STATE of North Carolina
v.
Michael Edward STONE aka Roy Eugene Tedder.
No. 905SC1296.
Court of Appeals of North Carolina.
November 5, 1991.*721 Attorney Gen. Lacy H. Thornburg by Asst. Atty. Gen. Mabel Y. Bullock, Raleigh, for the State.
Yow, Culbreth & Fox by Stephen E. Culbreth; and Nora Henry Hargrove, Wilmington, for defendant-appellant.
WELLS, Judge.
Defendant brings forth nine assignments of error for our review. He does not address his first, second, third, fifth and seventh assignments of error in his brief, and they are therefore deemed abandoned. N.C.R.App.P., Rule 28. Defendant moved to have the record on appeal amended pursuant to N.C.R.App.P., Rule 9(b)(5) to include a tenth assignment of error. This motion was denied by a prior panel and we are bound by that decision not to consider this assignment of error. In his remaining assignments, defendant contends the trial court erred in not instructing the jury on self-defense, admitting unauthenticated documents as evidence during the sentencing phase of the trial, and finding an aggravating factor of prior convictions which was not supported by the evidence. We find no error.
Defendant first assigns error to the trial court's failure to instruct the jury on the theory of self-defense. He contends the evidence offered at trial is sufficient to support an instruction on self-defense. To be entitled to an instruction on self-defense, defendant must present evidence tending to show: (1) he was free from fault in the matter, and (2) it was necessary, or reasonably appeared to be necessary, to kill in order to protect himself from death or great bodily harm. State v. Spaulding, 298 N.C. 149, 257 S.E.2d 391 (1979). A person is entitled under the law of self-defense to harm another only if he is "without fault in provoking, or engaging in, or continuing a difficulty with another." State v. Hunter, 315 N.C. 371, 338 S.E.2d 99 (1986). The right of a person to kill another in self-defense arises when the killing is or reasonably appears to be necessary in order to save himself from death or great bodily harm. State v. Deck, 285 N.C. 209, 203 S.E.2d 830 (1974).
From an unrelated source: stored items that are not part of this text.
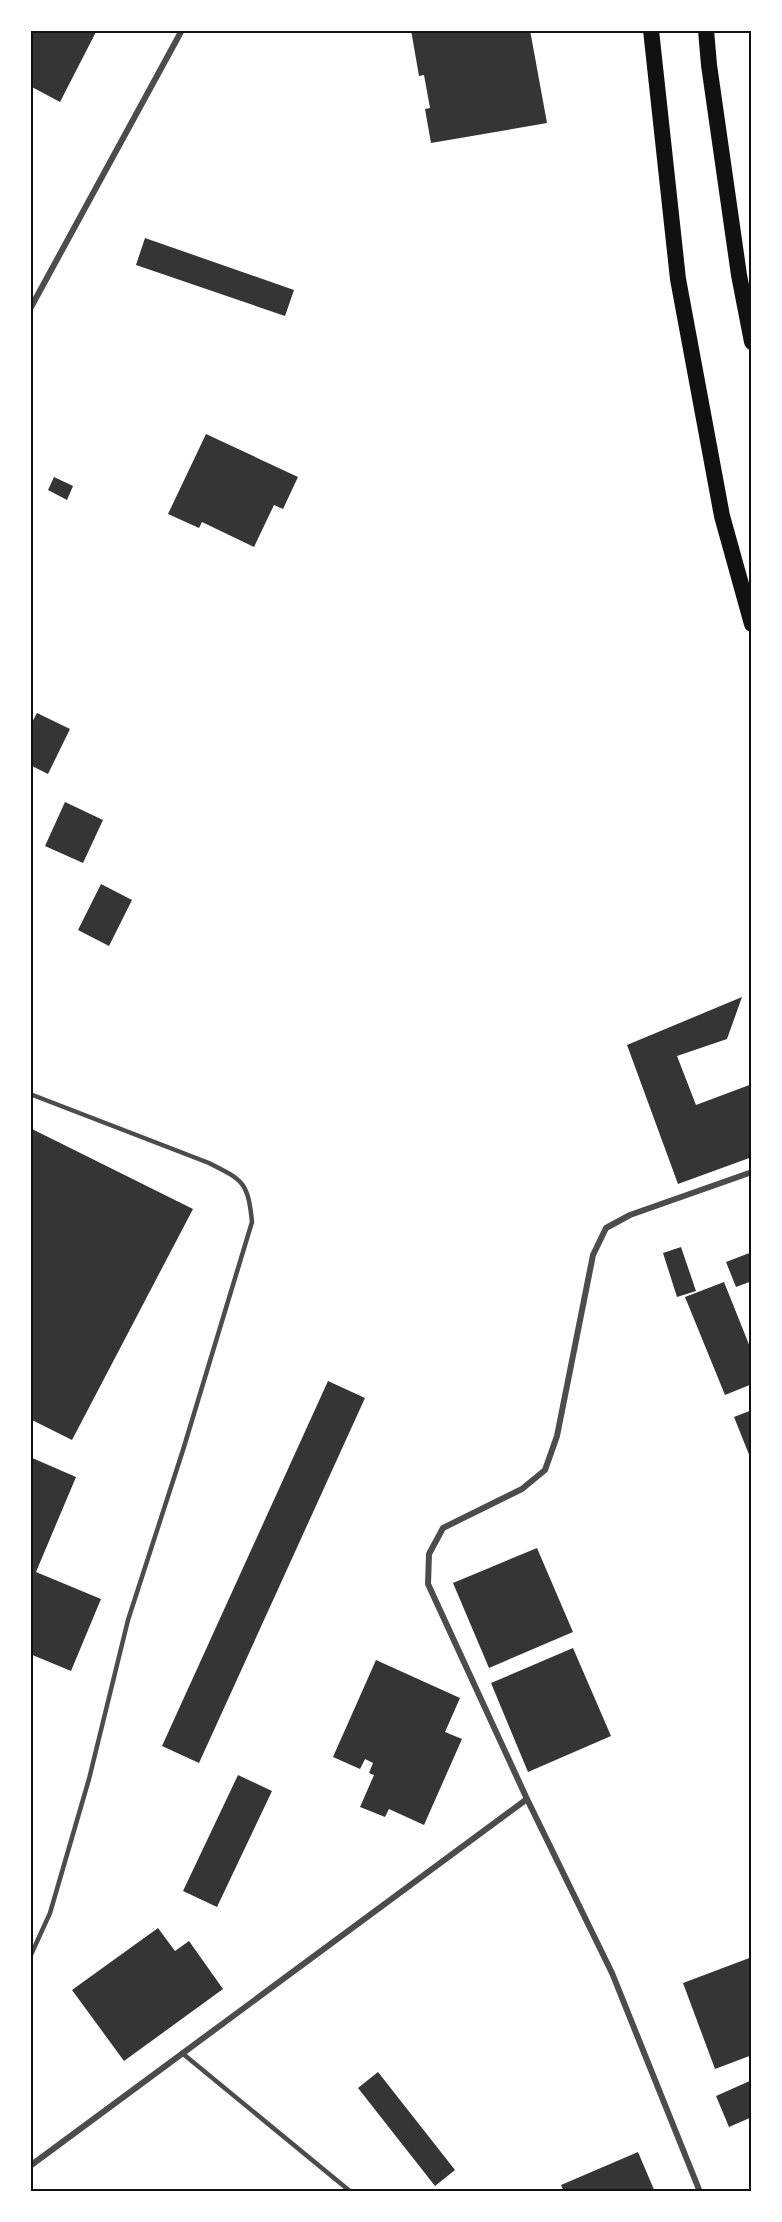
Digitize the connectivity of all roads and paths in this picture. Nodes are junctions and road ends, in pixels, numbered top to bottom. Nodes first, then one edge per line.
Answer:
1 (182, 30) edge
2 (651, 30) edge
3 (706, 30) edge
4 (30, 309) edge
5 (752, 342) edge
6 (752, 624) edge
7 (30, 1094) edge
8 (752, 1172) edge
9 (527, 1799) junction
10 (30, 1958) edge
11 (182, 2053) junction
12 (30, 2166) edge
13 (351, 2192) edge
14 (700, 2192) edge

1 - 4 street
2 - 6 highway
3 - 5 highway
7 - 10 lane
8 - 9 street
9 - 11 street
9 - 14 street
11 - 12 street
11 - 13 lane

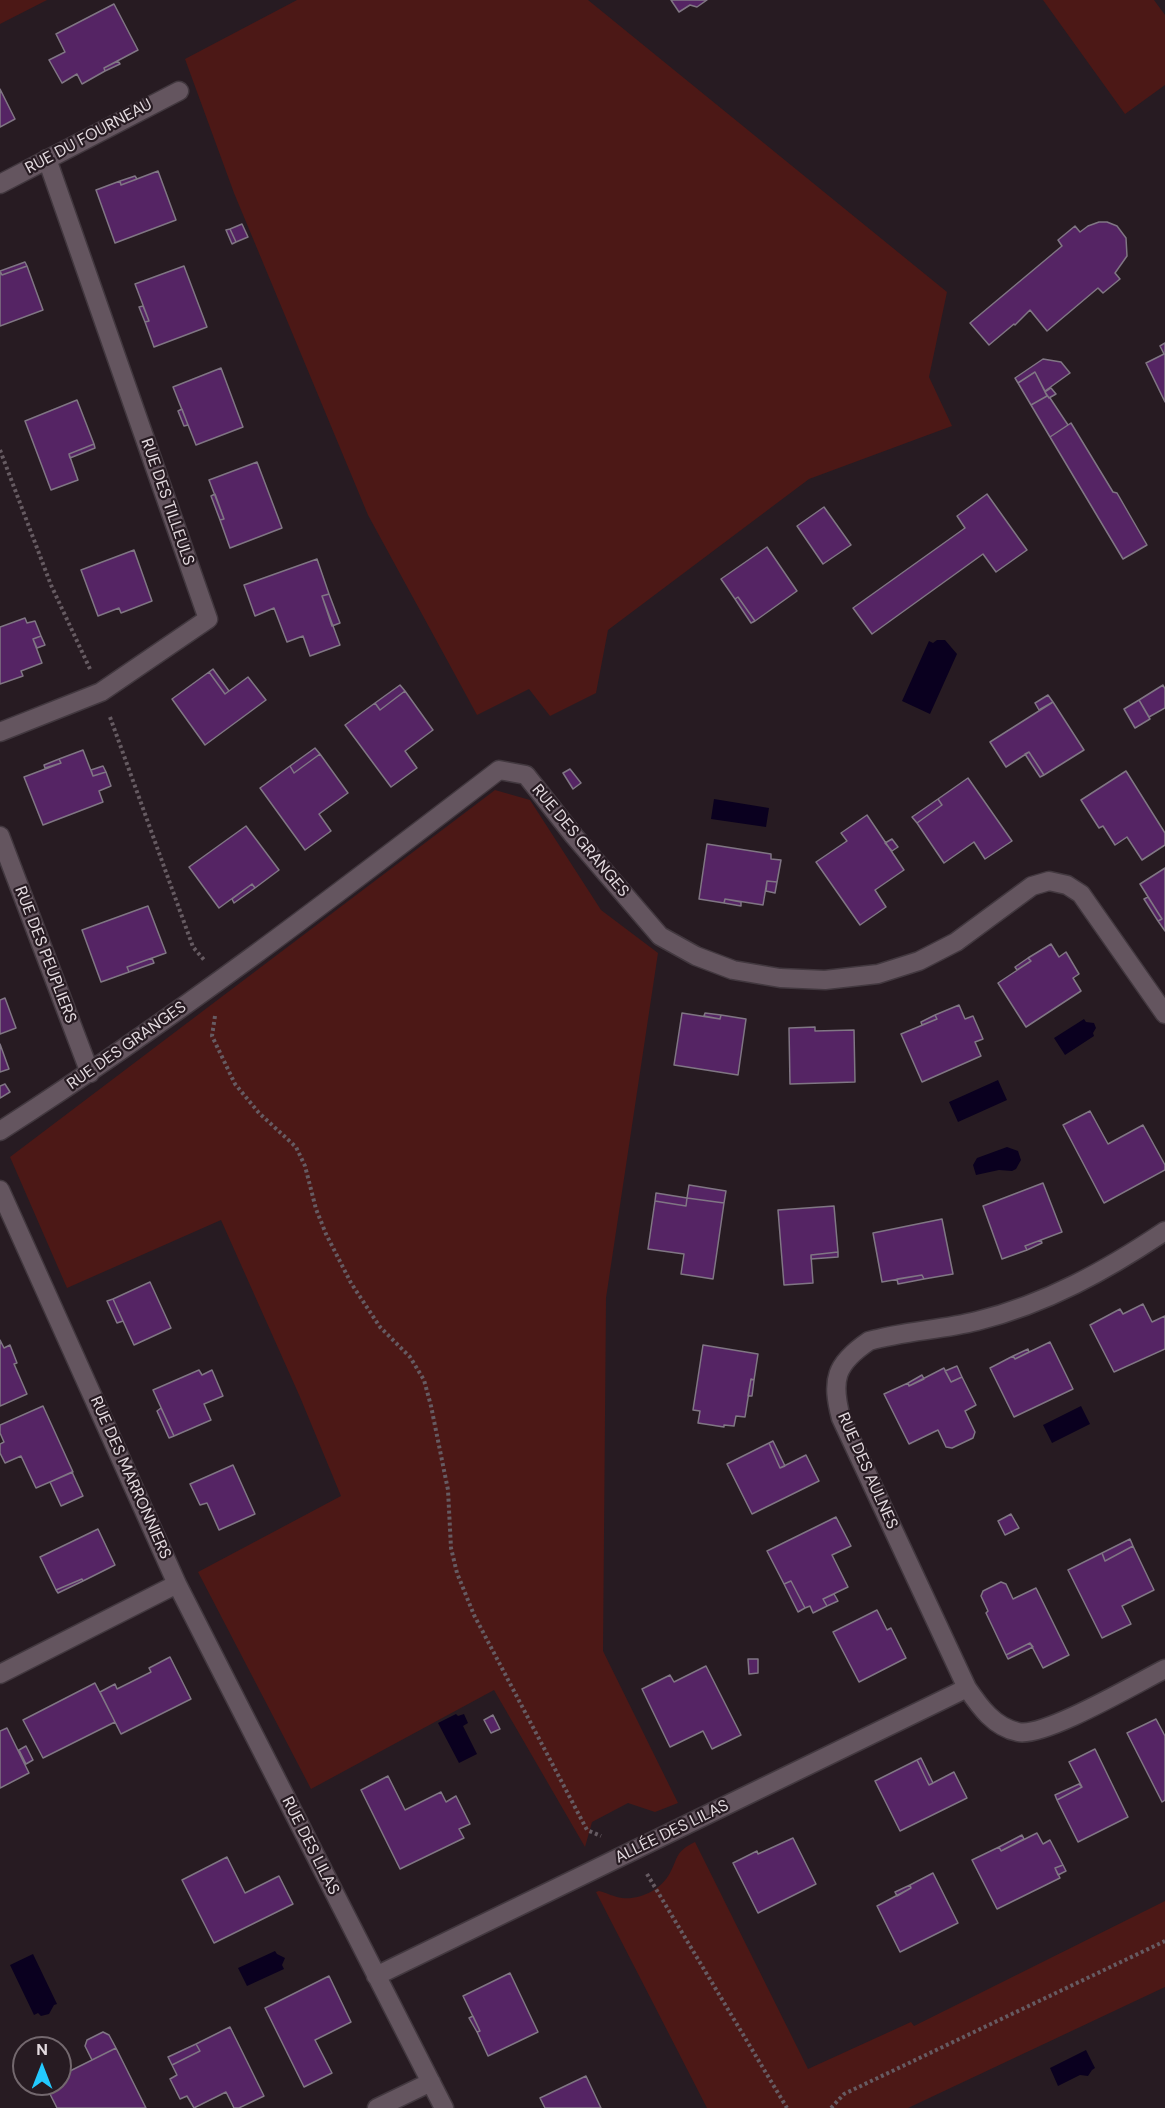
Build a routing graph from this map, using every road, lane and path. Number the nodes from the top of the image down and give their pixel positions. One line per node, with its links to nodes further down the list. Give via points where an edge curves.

If, however, there is no evidence from which the jury reasonably could find that defendant in fact believed that it was necessary to kill his adversary to protect himself from death or great bodily harm, defendant is not entitled to have the jury instructed on self-defense. State v. Bush, 307 N.C. 152, 297 S.E.2d 563 (1982). It is for the court to determine in the first instance as a matter of law whether there is any evidence upon which defendant reasonably believed it to be necessary to kill his adversary in order to protect himself from death or great bodily harm. State v. Johnson, 166 N.C. 392, 81 S.E. 941 (1914). If there is no evidence upon which the defendant in fact could form such a reasonable belief, then there is no evidence of self-defense and the issue should not be submitted to or considered by the jury. State v. Spaulding, supra.
The evidence presented by defendant concerning the events of 4 August 1989 neither established he entered the fight without fault nor showed he reasonably believed it was necessary to kill the victim. Defendant voluntarily joined the original fight in the bar and continued the fight *722 outside the bar. Mr. Grewal's testimony indicated defendant prevented the victim from reentering the bar during the fight and that defendant hit the victim with a barstool as he lay bleeding on the floor.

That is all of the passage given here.